> Task objective:
Repeat the lines below exactly as they appear, but leave out the images.

> Supplied data:
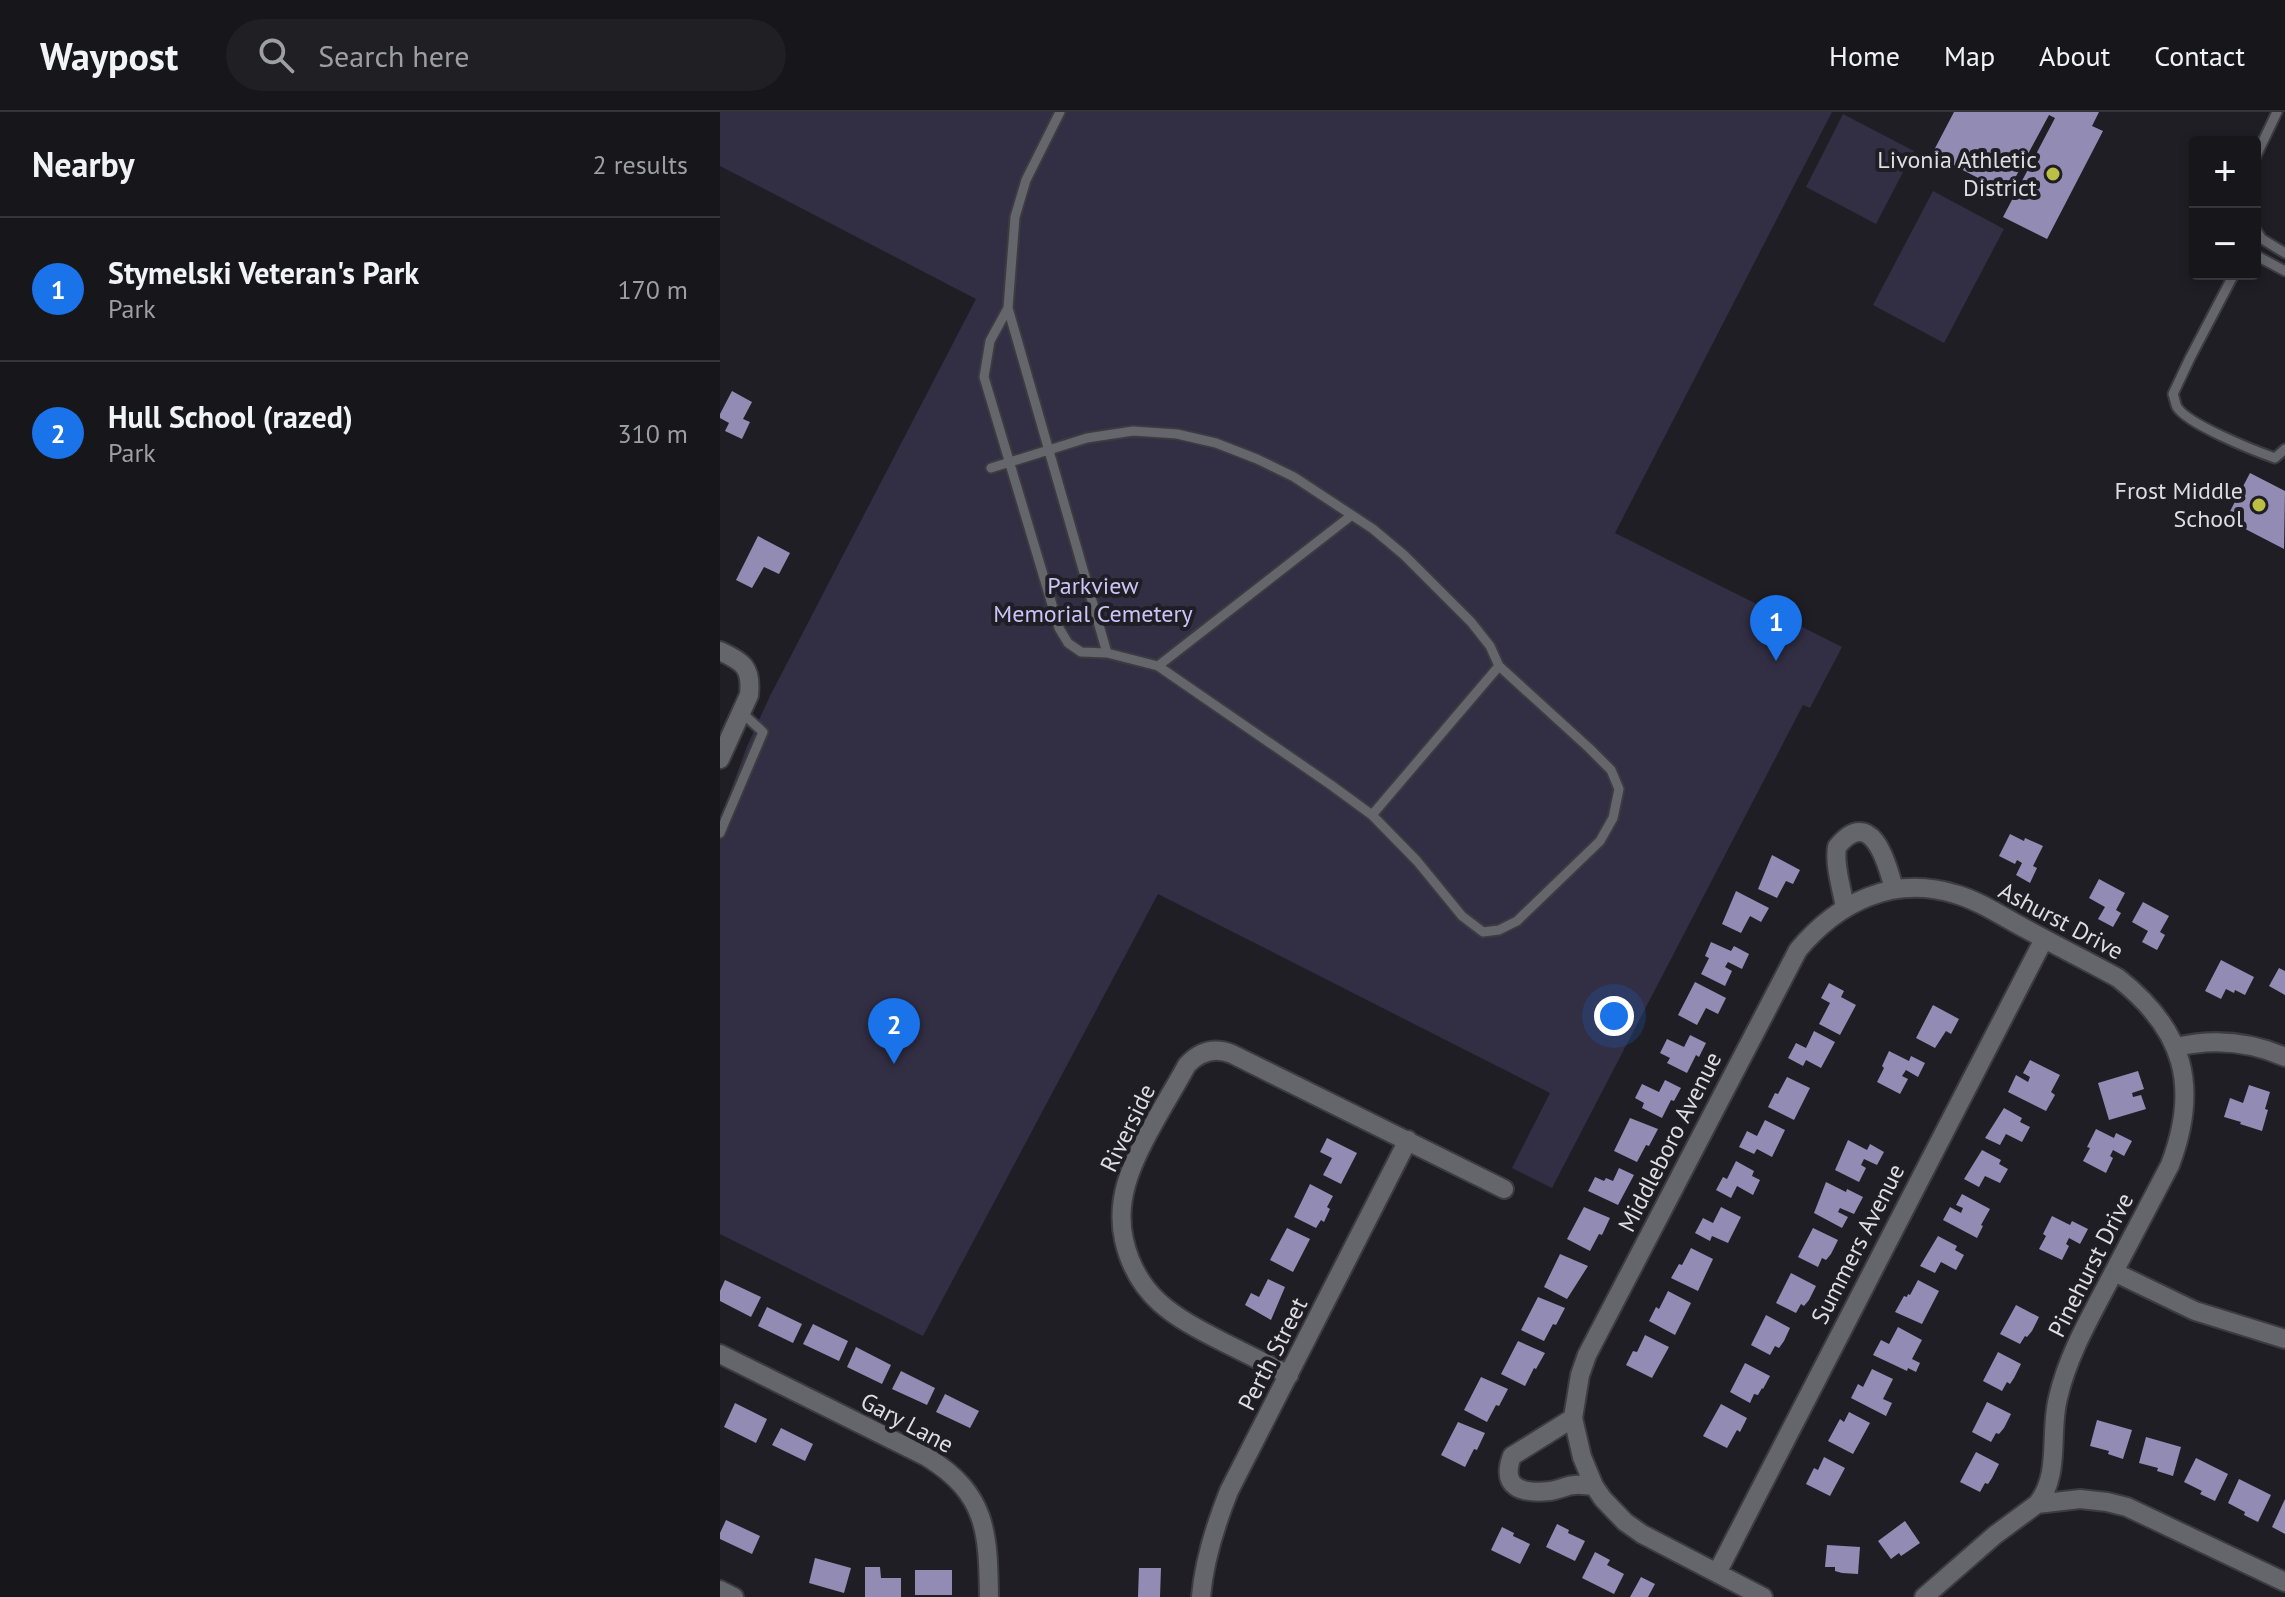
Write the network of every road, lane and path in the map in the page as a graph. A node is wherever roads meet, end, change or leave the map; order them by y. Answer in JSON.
{"nodes":[{"id":1,"x":1060,"y":112,"type":"edge"},
{"id":2,"x":2277,"y":112,"type":"edge"},
{"id":3,"x":2261,"y":145,"type":"edge"},
{"id":4,"x":2261,"y":238,"type":"edge"},
{"id":5,"x":2285,"y":253,"type":"edge"},
{"id":6,"x":2261,"y":258,"type":"edge"},
{"id":7,"x":2285,"y":271,"type":"edge"},
{"id":8,"x":2231,"y":280,"type":"edge"},
{"id":9,"x":1008,"y":308,"type":"junction"},
{"id":10,"x":1048,"y":449,"type":"junction"},
{"id":11,"x":2285,"y":449,"type":"edge"},
{"id":12,"x":1008,"y":463,"type":"junction"},
{"id":13,"x":991,"y":468,"type":"dead end"},
{"id":14,"x":1352,"y":515,"type":"junction"},
{"id":15,"x":720,"y":651,"type":"edge"},
{"id":16,"x":1107,"y":653,"type":"junction"},
{"id":17,"x":1158,"y":666,"type":"junction"},
{"id":18,"x":1499,"y":666,"type":"junction"},
{"id":19,"x":741,"y":712,"type":"junction"},
{"id":20,"x":720,"y":759,"type":"edge"},
{"id":21,"x":1372,"y":815,"type":"junction"},
{"id":22,"x":720,"y":833,"type":"edge"},
{"id":23,"x":1894,"y":889,"type":"junction"},
{"id":24,"x":1864,"y":899,"type":"joint"},
{"id":25,"x":1845,"y":908,"type":"junction"},
{"id":26,"x":2044,"y":939,"type":"junction"},
{"id":27,"x":2176,"y":1047,"type":"junction"},
{"id":28,"x":2285,"y":1057,"type":"edge"},
{"id":29,"x":1408,"y":1140,"type":"junction"},
{"id":30,"x":1504,"y":1189,"type":"dead end"},
{"id":31,"x":2114,"y":1272,"type":"junction"},
{"id":32,"x":2285,"y":1339,"type":"edge"},
{"id":33,"x":720,"y":1354,"type":"edge"},
{"id":34,"x":1289,"y":1375,"type":"junction"},
{"id":35,"x":1573,"y":1418,"type":"junction"},
{"id":36,"x":1594,"y":1486,"type":"junction"},
{"id":37,"x":2037,"y":1504,"type":"junction"},
{"id":38,"x":1717,"y":1573,"type":"junction"},
{"id":39,"x":2285,"y":1582,"type":"edge"},
{"id":40,"x":720,"y":1590,"type":"edge"},
{"id":41,"x":734,"y":1597,"type":"edge"},
{"id":42,"x":989,"y":1597,"type":"edge"},
{"id":43,"x":1201,"y":1597,"type":"edge"},
{"id":44,"x":1763,"y":1597,"type":"edge"},
{"id":45,"x":1924,"y":1597,"type":"edge"}],
"edges":[{"from":1,"to":9,"type":"lane"},
{"from":2,"to":3,"type":"lane"},
{"from":4,"to":5,"type":"lane"},
{"from":6,"to":7,"type":"lane"},
{"from":8,"to":11,"type":"lane"},
{"from":9,"to":10,"type":"lane"},
{"from":9,"to":12,"type":"lane"},
{"from":10,"to":12,"type":"lane"},
{"from":10,"to":14,"type":"lane"},
{"from":10,"to":16,"type":"lane"},
{"from":12,"to":13,"type":"lane"},
{"from":12,"to":16,"type":"lane"},
{"from":14,"to":17,"type":"lane"},
{"from":14,"to":18,"type":"lane"},
{"from":15,"to":19,"type":"street"},
{"from":16,"to":17,"type":"lane"},
{"from":17,"to":21,"type":"lane"},
{"from":18,"to":21,"type":"lane"},
{"from":18,"to":21,"type":"lane"},
{"from":19,"to":20,"type":"street"},
{"from":19,"to":22,"type":"lane"},
{"from":23,"to":24,"type":"street","name":"Ashurst Drive"},
{"from":23,"to":25,"type":"street"},
{"from":23,"to":26,"type":"street","name":"Ashurst Drive"},
{"from":24,"to":25,"type":"street","name":"Middleboro Avenue"},
{"from":25,"to":35,"type":"street","name":"Middleboro Avenue"},
{"from":26,"to":27,"type":"street","name":"Ashurst Drive"},
{"from":26,"to":38,"type":"street","name":"Summers Avenue"},
{"from":27,"to":28,"type":"street"},
{"from":27,"to":31,"type":"street","name":"Pinehurst Drive"},
{"from":29,"to":30,"type":"street"},
{"from":29,"to":34,"type":"street","name":"Perth Street"},
{"from":29,"to":34,"type":"street","name":"Riverside"},
{"from":31,"to":32,"type":"street"},
{"from":31,"to":37,"type":"street","name":"Pinehurst Drive"},
{"from":33,"to":42,"type":"street","name":"Gary Lane"},
{"from":34,"to":43,"type":"street","name":"Perth Street"},
{"from":35,"to":36,"type":"street","name":"Middleboro Avenue"},
{"from":35,"to":36,"type":"street"},
{"from":36,"to":38,"type":"street","name":"Middleboro Avenue"},
{"from":37,"to":39,"type":"street"},
{"from":37,"to":45,"type":"street"},
{"from":38,"to":44,"type":"street","name":"Middleboro Avenue"},
{"from":40,"to":41,"type":"street"}]}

> Response area:
Write the network of every road, lane and path in the map in the page as a graph. A node is wherever roads meet, end, change or leave the map; order them by y. Answer in JSON.
{"nodes":[{"id":1,"x":1060,"y":112,"type":"edge"},
{"id":2,"x":2277,"y":112,"type":"edge"},
{"id":3,"x":2261,"y":145,"type":"edge"},
{"id":4,"x":2261,"y":238,"type":"edge"},
{"id":5,"x":2285,"y":253,"type":"edge"},
{"id":6,"x":2261,"y":258,"type":"edge"},
{"id":7,"x":2285,"y":271,"type":"edge"},
{"id":8,"x":2231,"y":280,"type":"edge"},
{"id":9,"x":1008,"y":308,"type":"junction"},
{"id":10,"x":1048,"y":449,"type":"junction"},
{"id":11,"x":2285,"y":449,"type":"edge"},
{"id":12,"x":1008,"y":463,"type":"junction"},
{"id":13,"x":991,"y":468,"type":"dead end"},
{"id":14,"x":1352,"y":515,"type":"junction"},
{"id":15,"x":720,"y":651,"type":"edge"},
{"id":16,"x":1107,"y":653,"type":"junction"},
{"id":17,"x":1158,"y":666,"type":"junction"},
{"id":18,"x":1499,"y":666,"type":"junction"},
{"id":19,"x":741,"y":712,"type":"junction"},
{"id":20,"x":720,"y":759,"type":"edge"},
{"id":21,"x":1372,"y":815,"type":"junction"},
{"id":22,"x":720,"y":833,"type":"edge"},
{"id":23,"x":1894,"y":889,"type":"junction"},
{"id":24,"x":1864,"y":899,"type":"joint"},
{"id":25,"x":1845,"y":908,"type":"junction"},
{"id":26,"x":2044,"y":939,"type":"junction"},
{"id":27,"x":2176,"y":1047,"type":"junction"},
{"id":28,"x":2285,"y":1057,"type":"edge"},
{"id":29,"x":1408,"y":1140,"type":"junction"},
{"id":30,"x":1504,"y":1189,"type":"dead end"},
{"id":31,"x":2114,"y":1272,"type":"junction"},
{"id":32,"x":2285,"y":1339,"type":"edge"},
{"id":33,"x":720,"y":1354,"type":"edge"},
{"id":34,"x":1289,"y":1375,"type":"junction"},
{"id":35,"x":1573,"y":1418,"type":"junction"},
{"id":36,"x":1594,"y":1486,"type":"junction"},
{"id":37,"x":2037,"y":1504,"type":"junction"},
{"id":38,"x":1717,"y":1573,"type":"junction"},
{"id":39,"x":2285,"y":1582,"type":"edge"},
{"id":40,"x":720,"y":1590,"type":"edge"},
{"id":41,"x":734,"y":1597,"type":"edge"},
{"id":42,"x":989,"y":1597,"type":"edge"},
{"id":43,"x":1201,"y":1597,"type":"edge"},
{"id":44,"x":1763,"y":1597,"type":"edge"},
{"id":45,"x":1924,"y":1597,"type":"edge"}],
"edges":[{"from":1,"to":9,"type":"lane"},
{"from":2,"to":3,"type":"lane"},
{"from":4,"to":5,"type":"lane"},
{"from":6,"to":7,"type":"lane"},
{"from":8,"to":11,"type":"lane"},
{"from":9,"to":10,"type":"lane"},
{"from":9,"to":12,"type":"lane"},
{"from":10,"to":12,"type":"lane"},
{"from":10,"to":14,"type":"lane"},
{"from":10,"to":16,"type":"lane"},
{"from":12,"to":13,"type":"lane"},
{"from":12,"to":16,"type":"lane"},
{"from":14,"to":17,"type":"lane"},
{"from":14,"to":18,"type":"lane"},
{"from":15,"to":19,"type":"street"},
{"from":16,"to":17,"type":"lane"},
{"from":17,"to":21,"type":"lane"},
{"from":18,"to":21,"type":"lane"},
{"from":18,"to":21,"type":"lane"},
{"from":19,"to":20,"type":"street"},
{"from":19,"to":22,"type":"lane"},
{"from":23,"to":24,"type":"street","name":"Ashurst Drive"},
{"from":23,"to":25,"type":"street"},
{"from":23,"to":26,"type":"street","name":"Ashurst Drive"},
{"from":24,"to":25,"type":"street","name":"Middleboro Avenue"},
{"from":25,"to":35,"type":"street","name":"Middleboro Avenue"},
{"from":26,"to":27,"type":"street","name":"Ashurst Drive"},
{"from":26,"to":38,"type":"street","name":"Summers Avenue"},
{"from":27,"to":28,"type":"street"},
{"from":27,"to":31,"type":"street","name":"Pinehurst Drive"},
{"from":29,"to":30,"type":"street"},
{"from":29,"to":34,"type":"street","name":"Perth Street"},
{"from":29,"to":34,"type":"street","name":"Riverside"},
{"from":31,"to":32,"type":"street"},
{"from":31,"to":37,"type":"street","name":"Pinehurst Drive"},
{"from":33,"to":42,"type":"street","name":"Gary Lane"},
{"from":34,"to":43,"type":"street","name":"Perth Street"},
{"from":35,"to":36,"type":"street","name":"Middleboro Avenue"},
{"from":35,"to":36,"type":"street"},
{"from":36,"to":38,"type":"street","name":"Middleboro Avenue"},
{"from":37,"to":39,"type":"street"},
{"from":37,"to":45,"type":"street"},
{"from":38,"to":44,"type":"street","name":"Middleboro Avenue"},
{"from":40,"to":41,"type":"street"}]}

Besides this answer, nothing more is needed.